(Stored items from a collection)
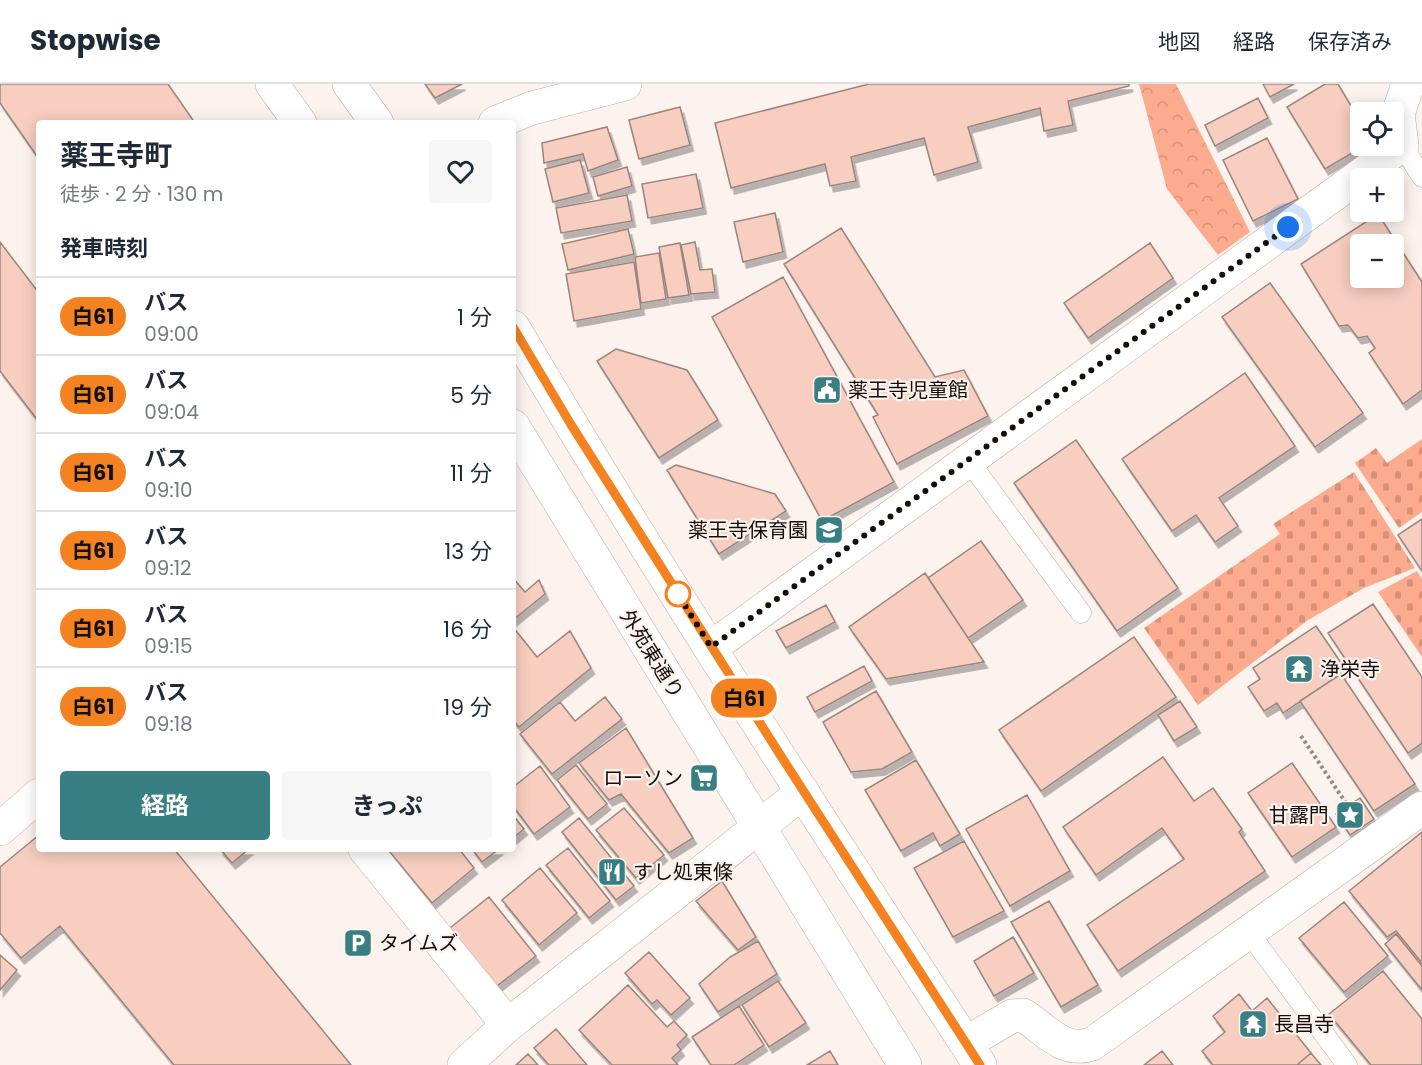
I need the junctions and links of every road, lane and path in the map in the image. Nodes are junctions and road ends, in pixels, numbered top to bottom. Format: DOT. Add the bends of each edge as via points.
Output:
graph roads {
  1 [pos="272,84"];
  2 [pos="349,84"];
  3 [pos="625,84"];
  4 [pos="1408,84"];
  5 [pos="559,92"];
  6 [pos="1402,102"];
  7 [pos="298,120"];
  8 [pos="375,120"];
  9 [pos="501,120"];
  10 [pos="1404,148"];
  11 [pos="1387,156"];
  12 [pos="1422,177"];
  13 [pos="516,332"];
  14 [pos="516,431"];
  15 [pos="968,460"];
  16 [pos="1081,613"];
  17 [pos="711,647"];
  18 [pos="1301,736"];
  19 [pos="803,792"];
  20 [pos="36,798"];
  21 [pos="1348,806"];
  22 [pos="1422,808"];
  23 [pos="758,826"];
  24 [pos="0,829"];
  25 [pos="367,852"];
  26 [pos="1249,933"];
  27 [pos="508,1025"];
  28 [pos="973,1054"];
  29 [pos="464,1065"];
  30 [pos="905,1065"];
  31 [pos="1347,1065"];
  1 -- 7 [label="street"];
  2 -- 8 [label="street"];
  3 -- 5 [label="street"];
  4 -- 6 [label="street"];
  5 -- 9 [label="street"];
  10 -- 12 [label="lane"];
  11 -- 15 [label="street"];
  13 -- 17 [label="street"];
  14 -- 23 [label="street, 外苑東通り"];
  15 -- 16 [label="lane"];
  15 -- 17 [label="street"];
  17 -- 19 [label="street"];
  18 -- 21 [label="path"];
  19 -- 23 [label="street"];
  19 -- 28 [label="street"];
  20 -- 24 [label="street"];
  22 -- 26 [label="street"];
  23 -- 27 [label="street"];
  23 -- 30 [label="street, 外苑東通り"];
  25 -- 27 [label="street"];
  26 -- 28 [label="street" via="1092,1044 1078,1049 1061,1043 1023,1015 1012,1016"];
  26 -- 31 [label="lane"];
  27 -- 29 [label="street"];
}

ASSIGNMENT
What's needed is an exact copy of every entry, free of pictures.

TASK ANSWER
I need the junctions and links of every road, lane and path in the map in the image. Nodes are junctions and road ends, in pixels, numbered top to bottom. Format: DOT. Add the bends of each edge as via points.
Output:
graph roads {
  1 [pos="272,84"];
  2 [pos="349,84"];
  3 [pos="625,84"];
  4 [pos="1408,84"];
  5 [pos="559,92"];
  6 [pos="1402,102"];
  7 [pos="298,120"];
  8 [pos="375,120"];
  9 [pos="501,120"];
  10 [pos="1404,148"];
  11 [pos="1387,156"];
  12 [pos="1422,177"];
  13 [pos="516,332"];
  14 [pos="516,431"];
  15 [pos="968,460"];
  16 [pos="1081,613"];
  17 [pos="711,647"];
  18 [pos="1301,736"];
  19 [pos="803,792"];
  20 [pos="36,798"];
  21 [pos="1348,806"];
  22 [pos="1422,808"];
  23 [pos="758,826"];
  24 [pos="0,829"];
  25 [pos="367,852"];
  26 [pos="1249,933"];
  27 [pos="508,1025"];
  28 [pos="973,1054"];
  29 [pos="464,1065"];
  30 [pos="905,1065"];
  31 [pos="1347,1065"];
  1 -- 7 [label="street"];
  2 -- 8 [label="street"];
  3 -- 5 [label="street"];
  4 -- 6 [label="street"];
  5 -- 9 [label="street"];
  10 -- 12 [label="lane"];
  11 -- 15 [label="street"];
  13 -- 17 [label="street"];
  14 -- 23 [label="street, 外苑東通り"];
  15 -- 16 [label="lane"];
  15 -- 17 [label="street"];
  17 -- 19 [label="street"];
  18 -- 21 [label="path"];
  19 -- 23 [label="street"];
  19 -- 28 [label="street"];
  20 -- 24 [label="street"];
  22 -- 26 [label="street"];
  23 -- 27 [label="street"];
  23 -- 30 [label="street, 外苑東通り"];
  25 -- 27 [label="street"];
  26 -- 28 [label="street" via="1092,1044 1078,1049 1061,1043 1023,1015 1012,1016"];
  26 -- 31 [label="lane"];
  27 -- 29 [label="street"];
}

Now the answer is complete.